Here’s how to stay away from sexual predators, stalkers and online scams.
It is chilling news. A 14-year-old school girl in Bangalore hanged herself after being rejected by her “Facebook boyfriend.” He, a second-year B.Com student, apparently logged on to her Facebook homepage, tried to impress her with claims that he could “ride his motorcycle like a Hollywood star and drive like a Formula-1racer.” They met, got into a relationship, and he managed to extract from her the phone numbers and FB identities of her girlfriends. Later when she talked of marriage, he laughed it off saying he hadn’t been serious. She took her life. Another teen from Bengaluru sank into depression when the stranger she had befriended on FB abruptly stopped responding to her. She is now under psychiatric treatment.
Such stories underscore the dangers of cyberbullies, sexual predators and online scams that hook unsuspecting, vulnerable teens. But they can’t succeed without their allies — the teens themselves. You spend hours online — e-mailing, instant messaging, downloading music and updating Facebook pages. You visit game-sites, shop, gamble online. In these abstract territories you get trapped in a “cyber rip-tide.” Your schoolwork suffers, your family/friends relationships become strained. Watch out
“Social-engineering attacks are most common against teenagers,” says Govind Rammurthy, managing director and CEO, eScan. In their desperation to outdo peers on social media platforms and get “likes” and comments on their updates, teens unhesitatingly connect with strangers, unmindful of the repercussions. Perps gleefully take advantage of their naïveté, subject them to severe psychological pressure, and force them to give in to their various demands. “These are adult perpetrators,”, he warns, “and include pedophiles and scamsters.” Cybercriminals constantly scour public forums, social-networking platforms to find their potential victims.
Some crimes — cyberbullying, lewd-messaging, chatroom humiliation — stay online and others spill offline with more serious consequences. Stalking, false promises and cheating — the Internet has a part in all these now. A dangerous outcome is when home/e-mail addresses and phone numbers are used by predators to begin obscene attacks and con jobs on individuals and family.
Mr. Govind suggests these safety measures: No event or information which involves teens/their parents/close circle of friends should be made known to strangers or posted in public forums/social networking sites. Do not share with strangers your age, gender and location; information related to your parents/school; username/passwords for online services or personal photographs/videos.
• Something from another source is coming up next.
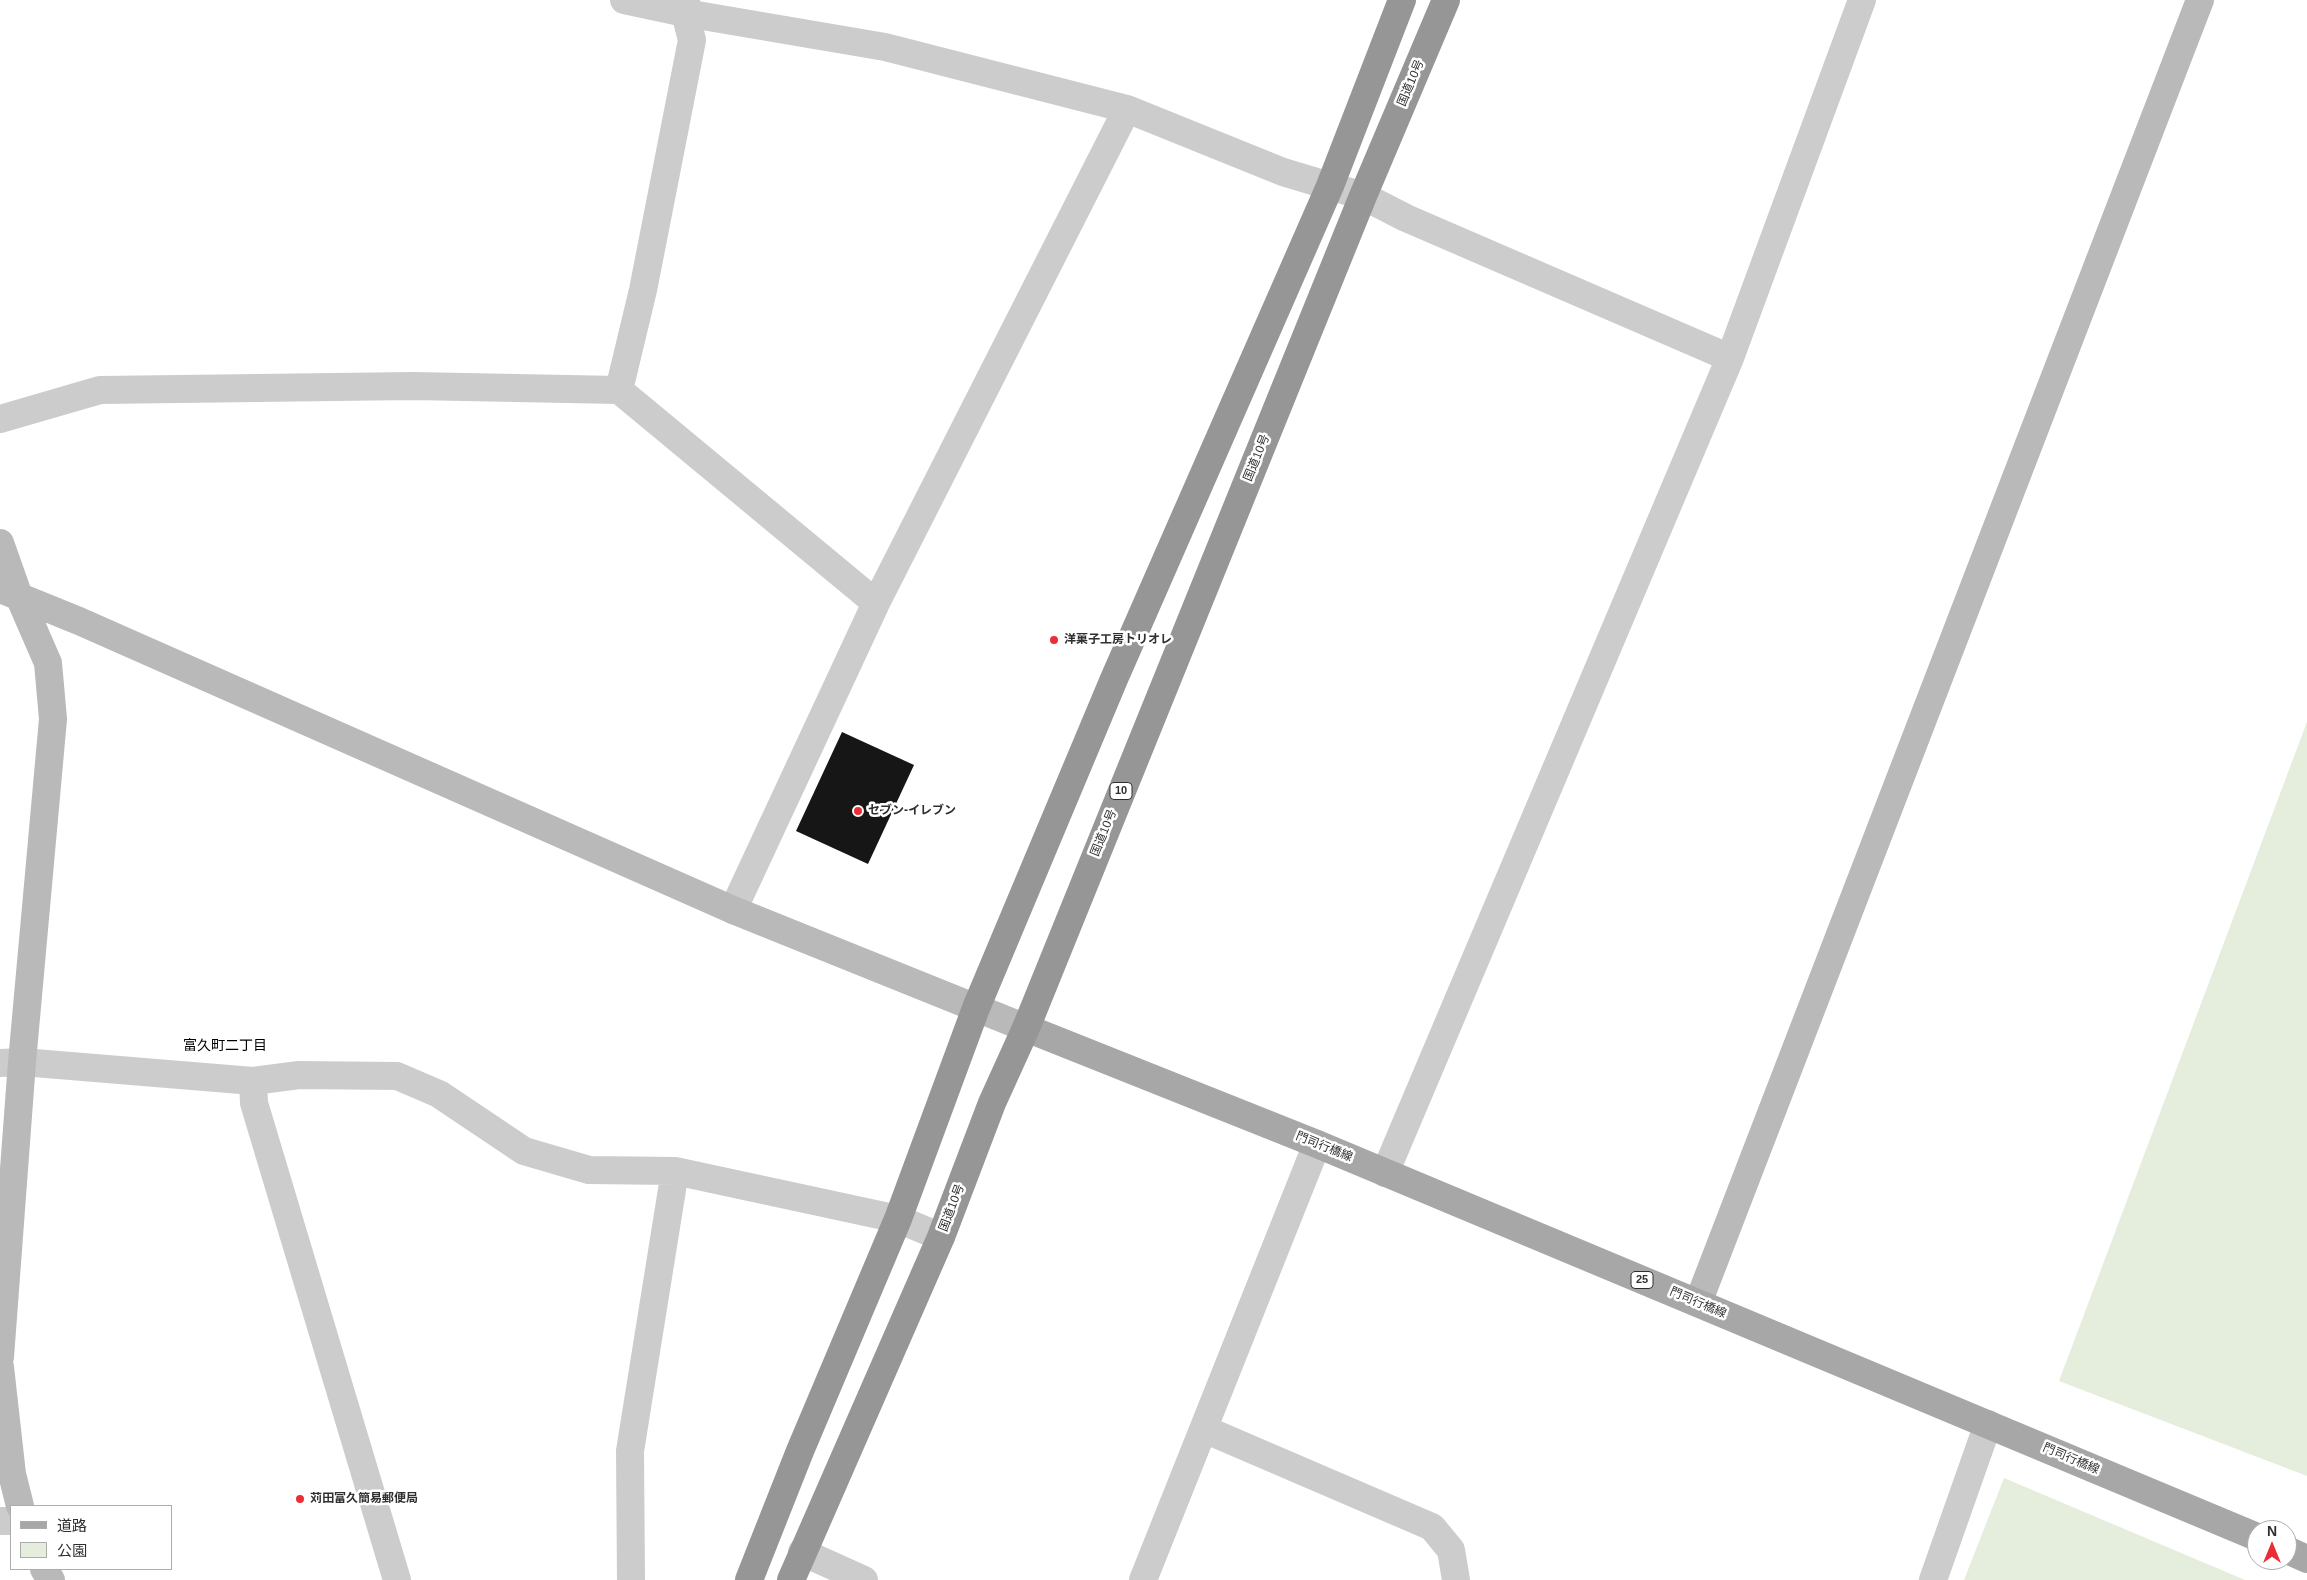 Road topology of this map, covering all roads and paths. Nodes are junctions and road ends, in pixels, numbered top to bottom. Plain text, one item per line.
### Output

Never get into an online slanging match with anyone, never post derogatory or insulting remarks about anyone. It will be used as evidence against you. The rules are the same as in the physical world.
Experts recommend that you keep online friendships, well, online. Meeting online friends face-to-face carries risks as it is easy for people to pretend to be something they're not. Take an elder along if you have to meet them in person. Watch out for cyberbullying. This can be annoying, even frightening. But do not answer back. Instead, get help from a parent, school counsellor or any trusted adult, especially when cyberbullying contains threats. If the bullying rides into your inbox, ask your parents to install controls to keep out spam. Get anti-virus software and update it regularly. Use a gender-neutral user-name in chatrooms to avoid spam and bullying. Never open links or files from strangers, forward them to others or respond to e-mails that contain inappropriate/discomforting material. Do not click gambling advertisements. In teen-chatrooms, the participants may not all be teenager or innocent. When you blog, keep in mind anyone can access what you are writing. If you dislike your school or friends, your blog or social media are not places to vent your gripe. Browsing the Net for a school project information? Make sure the author/website is credible. Is the information up-to-date? Is it from a well-known source/university? Double-check the information in other websites and stay away if it talks of things unrelated to the subject you are researching. Some websites flash inappropriate ads. Understand that the Internet is no longer private.
Mr. Govind says, “We at eScan alert people about the latest trends in cyber-security, discuss preventive measures. We initiate CSR activities designed to spread knowledge of cybercrime.” Studies show that teens turn to the Internet to ward off loneliness, to find a sense of community and friendship they miss. Then they get depressed as a result of something written or posted on social-networking sites like Facebook/Twitter/Tumblr.
The real danger of trying to find solace online is this: you see only good things happening to people on Facebook and begin to compare that with your life, feel you don't measure up. And end up with depression. You can't stay off the Net – that is unworkable. If the internet isolates you from the physical family/friends, it also connects you to individuals and groups virtually. The trick is to take the good and learn to stay away from the bad.